When a Russian sailor is shot and killed on the shores of Lake Superior near Duluth, it initially appears to be a relatively insignificant crime. But then it turns out that the sailor may have actually been a Russian spy. Even worse, the victim's father is very well-connected in Moscow and so suddenly the case may have international ramifications.
Lucas is assigned to the investigation as is Major Nadezhda Kalin, allegedly a Russian police official, who is sent by Moscow to observe the investigation and to assist where possible. Nadya is very attractive and engaging, but from the git go, Lucas believes that she is not actually a cop, but probably a spy herself.
The case plays out largely in northern Minnesota, up on "The Range," where workers in a string of small communities once mined enormous amounts of iron ore. The residents are hard scrabble, no-nonsense sorts of people, with a tradition of labor activism and radical politics. Unlikely as it seems, some of them may have not yet heard that the Soviet Union has imploded and that the Cold War is over.

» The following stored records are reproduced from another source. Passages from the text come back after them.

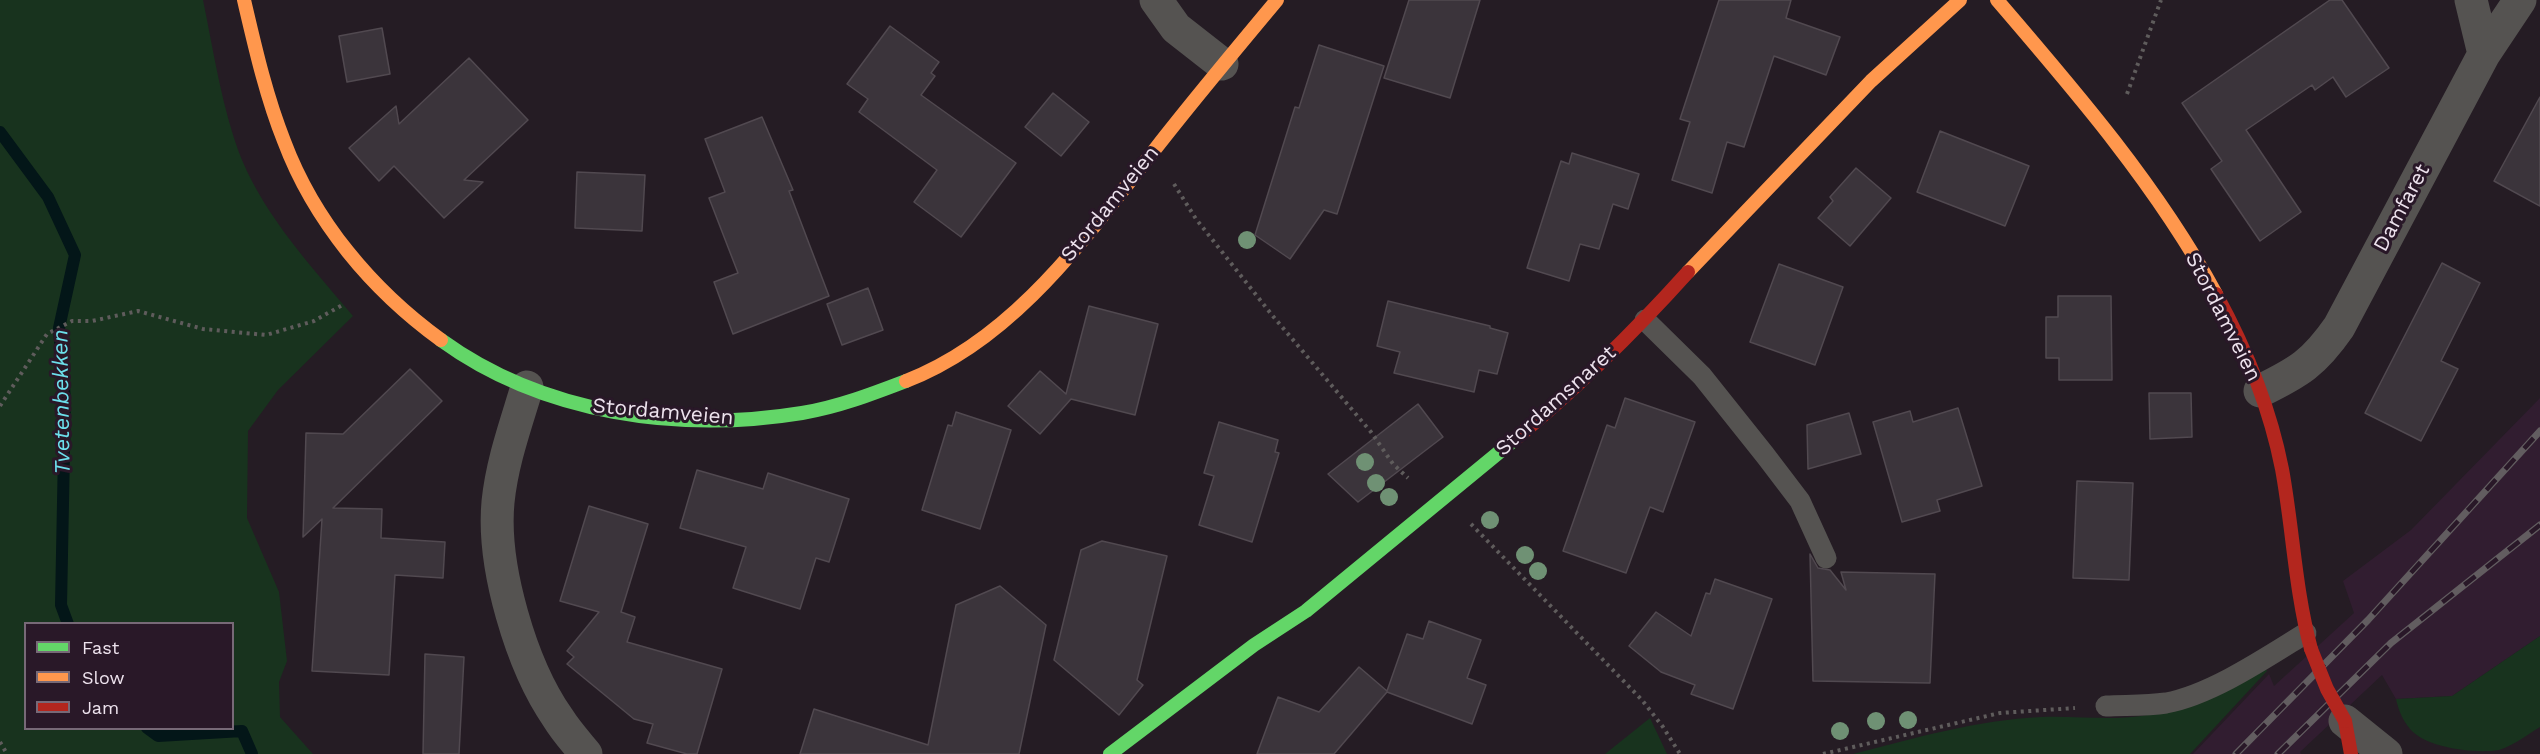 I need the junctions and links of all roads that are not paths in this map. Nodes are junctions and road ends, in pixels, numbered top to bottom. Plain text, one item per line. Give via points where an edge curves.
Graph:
1 (244, 0) edge
2 (1156, 0) edge
3 (1277, 0) edge
4 (1960, 0) edge
5 (1998, 0) edge
6 (2470, 0) edge
7 (2520, 0) edge
8 (2484, 54) junction
9 (1222, 64) junction
10 (1645, 320) junction
11 (527, 387) junction
12 (2260, 391) junction
13 (1826, 558) dead end
14 (2309, 641) junction
15 (2106, 706) road end
16 (2363, 742) edge
17 (586, 754) edge
18 (1110, 754) edge

1 - 11 street, Stordamveien via 286,151 326,222 384,291 422,326 505,378
2 - 9 street via 1176,28
3 - 9 street, Stordamveien
4 - 10 street, Stordamsnaret via 1871,81
5 - 12 street, Stordamveien via 2142,179 2212,288
6 - 8 street
7 - 8 street, Damfaret
8 - 12 street, Damfaret via 2339,327 2310,364
9 - 11 street, Stordamveien via 1087,234 1025,302 968,348 896,386 808,411 770,419 730,421 626,413 559,399
10 - 13 lane via 1702,376 1800,501
10 - 18 street, Stordamsnaret via 1553,408 1442,500 1305,610
11 - 17 street via 502,477 500,563 507,601 537,679 557,717
12 - 14 street, Stordamveien via 2286,488
14 - 15 lane via 2182,698 2165,703
14 - 16 street, Stordamveien, bridge via 2327,689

As is almost always the case in these books, the reader knows almost immediately the identity of the killer and what unfolds is a game of cat and mouse as Davenport matches wits with the killer. It's a very entertaining story with a unique plot, unlike that of any other Davenport novel. There's plenty of tension and suspense, and the by-play between Lucas and Nadya is worth the price of the book all by itself. There's also a very minor subplot involving Lucas's wife, Weather, and the garage door on their new house that is hilarious. All in all, another great entry in the series.